[dpdk-dev] [PATCH v6 02/21] mem: allow memseg lists to be marked as external
Yongseok Koh
yskoh at mellanox.com
Sat Sep 29 02:09:46 CEST 2018
On Thu, Sep 27, 2018 at 11:40:59AM +0100, Anatoly Burakov wrote:
> When we allocate and use DPDK memory, we need to be able to
> differentiate between DPDK hugepage segments and segments that
> were made part of DPDK but are externally allocated. Add such
> a property to memseg lists.
>
> This breaks the ABI, so bump the EAL library ABI version and
> document the change in release notes. This also breaks a few
> internal assumptions about memory contiguousness, so adjust
> malloc code in a few places.
>
> All current calls for memseg walk functions were adjusted to
> ignore external segments where it made sense.
>
> Mempools is a special case, because we may be asked to allocate
> a mempool on a specific socket, and we need to ignore all page
> sizes on other heaps or other sockets.

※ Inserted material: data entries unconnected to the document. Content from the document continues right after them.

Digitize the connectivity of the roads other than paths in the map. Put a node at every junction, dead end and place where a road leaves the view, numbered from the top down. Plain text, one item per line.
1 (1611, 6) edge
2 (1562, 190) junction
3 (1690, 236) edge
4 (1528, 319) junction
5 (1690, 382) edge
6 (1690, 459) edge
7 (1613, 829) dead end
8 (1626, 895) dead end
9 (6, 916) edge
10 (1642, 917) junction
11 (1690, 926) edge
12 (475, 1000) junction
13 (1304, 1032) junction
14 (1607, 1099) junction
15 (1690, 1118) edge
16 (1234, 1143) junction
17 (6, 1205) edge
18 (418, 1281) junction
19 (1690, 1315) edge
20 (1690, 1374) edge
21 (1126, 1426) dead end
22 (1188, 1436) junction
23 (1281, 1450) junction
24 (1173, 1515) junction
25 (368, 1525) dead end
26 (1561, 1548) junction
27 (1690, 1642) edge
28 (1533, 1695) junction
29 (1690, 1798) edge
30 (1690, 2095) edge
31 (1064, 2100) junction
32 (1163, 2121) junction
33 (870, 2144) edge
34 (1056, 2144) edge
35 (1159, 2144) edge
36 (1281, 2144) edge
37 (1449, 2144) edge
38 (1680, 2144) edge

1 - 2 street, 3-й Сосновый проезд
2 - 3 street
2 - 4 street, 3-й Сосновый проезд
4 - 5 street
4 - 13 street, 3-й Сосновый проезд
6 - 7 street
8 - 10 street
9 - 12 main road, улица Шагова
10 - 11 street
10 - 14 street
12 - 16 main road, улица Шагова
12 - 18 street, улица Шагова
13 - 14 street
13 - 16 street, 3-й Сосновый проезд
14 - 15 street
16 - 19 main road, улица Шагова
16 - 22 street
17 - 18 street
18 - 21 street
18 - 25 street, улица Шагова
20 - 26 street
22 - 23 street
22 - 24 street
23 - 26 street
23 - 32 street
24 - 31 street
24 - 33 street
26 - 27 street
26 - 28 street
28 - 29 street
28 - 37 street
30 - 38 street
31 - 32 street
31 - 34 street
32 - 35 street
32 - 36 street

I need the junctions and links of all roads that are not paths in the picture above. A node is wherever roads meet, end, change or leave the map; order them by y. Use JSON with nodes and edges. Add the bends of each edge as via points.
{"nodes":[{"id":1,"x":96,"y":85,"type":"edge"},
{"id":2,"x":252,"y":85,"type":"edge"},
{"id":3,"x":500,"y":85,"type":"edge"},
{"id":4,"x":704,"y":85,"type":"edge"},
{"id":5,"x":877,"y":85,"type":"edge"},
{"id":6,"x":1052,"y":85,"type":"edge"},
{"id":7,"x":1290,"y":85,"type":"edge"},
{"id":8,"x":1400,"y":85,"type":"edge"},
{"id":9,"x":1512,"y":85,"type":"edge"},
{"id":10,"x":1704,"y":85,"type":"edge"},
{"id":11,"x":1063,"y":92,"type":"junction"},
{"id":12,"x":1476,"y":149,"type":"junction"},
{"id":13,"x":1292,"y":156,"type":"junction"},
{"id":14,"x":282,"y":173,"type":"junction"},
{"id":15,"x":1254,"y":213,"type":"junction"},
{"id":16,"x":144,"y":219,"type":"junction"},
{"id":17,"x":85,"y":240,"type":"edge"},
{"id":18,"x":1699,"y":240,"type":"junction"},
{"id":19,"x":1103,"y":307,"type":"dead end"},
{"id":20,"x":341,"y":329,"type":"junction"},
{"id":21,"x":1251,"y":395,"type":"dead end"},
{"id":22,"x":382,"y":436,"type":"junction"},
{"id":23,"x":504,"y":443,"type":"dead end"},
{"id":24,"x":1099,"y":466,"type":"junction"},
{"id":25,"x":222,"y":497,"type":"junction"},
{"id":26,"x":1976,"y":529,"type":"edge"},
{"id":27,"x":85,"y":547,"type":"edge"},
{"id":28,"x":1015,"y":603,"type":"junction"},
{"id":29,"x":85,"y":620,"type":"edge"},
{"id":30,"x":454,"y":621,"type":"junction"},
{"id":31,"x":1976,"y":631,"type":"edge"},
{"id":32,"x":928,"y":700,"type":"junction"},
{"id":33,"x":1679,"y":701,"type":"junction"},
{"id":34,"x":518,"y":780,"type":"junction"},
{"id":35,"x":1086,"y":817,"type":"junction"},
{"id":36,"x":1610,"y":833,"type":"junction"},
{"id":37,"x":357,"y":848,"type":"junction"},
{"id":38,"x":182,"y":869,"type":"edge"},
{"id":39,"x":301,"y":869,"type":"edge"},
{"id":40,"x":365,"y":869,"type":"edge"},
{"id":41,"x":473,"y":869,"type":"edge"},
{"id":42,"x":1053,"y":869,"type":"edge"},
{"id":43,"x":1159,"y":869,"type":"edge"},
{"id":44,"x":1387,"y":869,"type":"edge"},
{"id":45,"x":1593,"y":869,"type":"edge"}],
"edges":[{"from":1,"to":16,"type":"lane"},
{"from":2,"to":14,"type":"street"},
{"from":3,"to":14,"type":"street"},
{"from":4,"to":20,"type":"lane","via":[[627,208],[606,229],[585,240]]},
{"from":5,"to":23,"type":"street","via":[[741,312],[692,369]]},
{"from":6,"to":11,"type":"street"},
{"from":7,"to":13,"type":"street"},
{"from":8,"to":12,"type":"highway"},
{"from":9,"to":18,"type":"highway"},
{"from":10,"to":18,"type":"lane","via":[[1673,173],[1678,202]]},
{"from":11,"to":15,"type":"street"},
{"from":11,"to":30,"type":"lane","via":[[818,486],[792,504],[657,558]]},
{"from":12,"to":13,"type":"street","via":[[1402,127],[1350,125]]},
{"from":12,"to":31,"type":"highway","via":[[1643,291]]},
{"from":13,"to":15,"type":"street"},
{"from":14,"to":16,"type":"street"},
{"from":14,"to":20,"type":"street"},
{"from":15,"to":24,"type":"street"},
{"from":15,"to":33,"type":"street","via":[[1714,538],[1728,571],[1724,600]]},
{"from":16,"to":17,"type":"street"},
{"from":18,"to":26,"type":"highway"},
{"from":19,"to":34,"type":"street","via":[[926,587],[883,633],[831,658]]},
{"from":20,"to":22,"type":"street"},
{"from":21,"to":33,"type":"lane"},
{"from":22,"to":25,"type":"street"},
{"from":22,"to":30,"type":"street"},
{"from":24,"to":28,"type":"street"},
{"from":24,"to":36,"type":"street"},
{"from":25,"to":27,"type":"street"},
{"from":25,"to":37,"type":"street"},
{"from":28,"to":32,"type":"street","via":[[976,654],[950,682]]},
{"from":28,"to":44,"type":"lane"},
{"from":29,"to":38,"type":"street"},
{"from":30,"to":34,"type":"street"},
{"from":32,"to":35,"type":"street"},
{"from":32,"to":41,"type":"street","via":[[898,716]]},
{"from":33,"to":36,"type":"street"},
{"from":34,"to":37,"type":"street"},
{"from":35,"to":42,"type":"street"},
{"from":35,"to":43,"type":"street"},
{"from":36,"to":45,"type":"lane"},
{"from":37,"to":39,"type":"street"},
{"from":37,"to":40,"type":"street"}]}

Previously, this
> assumption of knowing all page sizes was not a problem, but it
> will be now, so we have to match socket ID with page size when
> calculating minimum page size for a mempool.
>
> Signed-off-by: Anatoly Burakov <anatoly.burakov at intel.com>
> Acked-by: Andrew Rybchenko <arybchenko at solarflare.com>
> ---
>
> Notes:
> v3:
> - Add comment to explain the process of picking up minimum
> page sizes for mempool
>
> v2:
> - Add documentation changes and ABI break
>
> v1:
> - Adjust all calls to memseg walk functions to ignore external
> segments where it made sense to do so
>
> doc/guides/rel_notes/deprecation.rst | 15 --------
> doc/guides/rel_notes/release_18_11.rst | 13 ++++++-
> drivers/bus/fslmc/fslmc_vfio.c | 7 ++--
> drivers/net/mlx4/mlx4_mr.c | 3 ++
> drivers/net/mlx5/mlx5.c | 5 ++-
> drivers/net/mlx5/mlx5_mr.c | 3 ++
> drivers/net/virtio/virtio_user/vhost_kernel.c | 5 ++-
> lib/librte_eal/bsdapp/eal/Makefile | 2 +-
> lib/librte_eal/bsdapp/eal/eal.c | 3 ++
> lib/librte_eal/bsdapp/eal/eal_memory.c | 7 ++--
> lib/librte_eal/common/eal_common_memory.c | 3 ++
> .../common/include/rte_eal_memconfig.h | 1 +
> lib/librte_eal/common/include/rte_memory.h | 9 +++++
> lib/librte_eal/common/malloc_elem.c | 10 ++++--
> lib/librte_eal/common/malloc_heap.c | 9 +++--
> lib/librte_eal/common/rte_malloc.c | 2 +-
> lib/librte_eal/linuxapp/eal/Makefile | 2 +-
> lib/librte_eal/linuxapp/eal/eal.c | 10 +++++-
> lib/librte_eal/linuxapp/eal/eal_memalloc.c | 9 +++++
> lib/librte_eal/linuxapp/eal/eal_vfio.c | 17 ++++++---
> lib/librte_eal/meson.build | 2 +-
> lib/librte_mempool/rte_mempool.c | 35 ++++++++++++++-----
> test/test/test_malloc.c | 3 ++
> test/test/test_memzone.c | 3 ++
> 24 files changed, 134 insertions(+), 44 deletions(-)
>
> diff --git a/doc/guides/rel_notes/deprecation.rst b/doc/guides/rel_notes/deprecation.rst
> index 138335dfb..d2aec64d1 100644
> --- a/doc/guides/rel_notes/deprecation.rst
> +++ b/doc/guides/rel_notes/deprecation.rst
> @@ -11,21 +11,6 @@ API and ABI deprecation notices are to be posted here.
> Deprecation Notices
> -------------------
>
> -* eal: certain structures will change in EAL on account of upcoming external
> - memory support. Aside from internal changes leading to an ABI break, the
> - following externally visible changes will also be implemented:
> -
> - - ``rte_memseg_list`` will change to include a boolean flag indicating
> - whether a particular memseg list is externally allocated. This will have
> - implications for any users of memseg-walk-related functions, as they will
> - now have to skip externally allocated segments in most cases if the intent
> - is to only iterate over internal DPDK memory.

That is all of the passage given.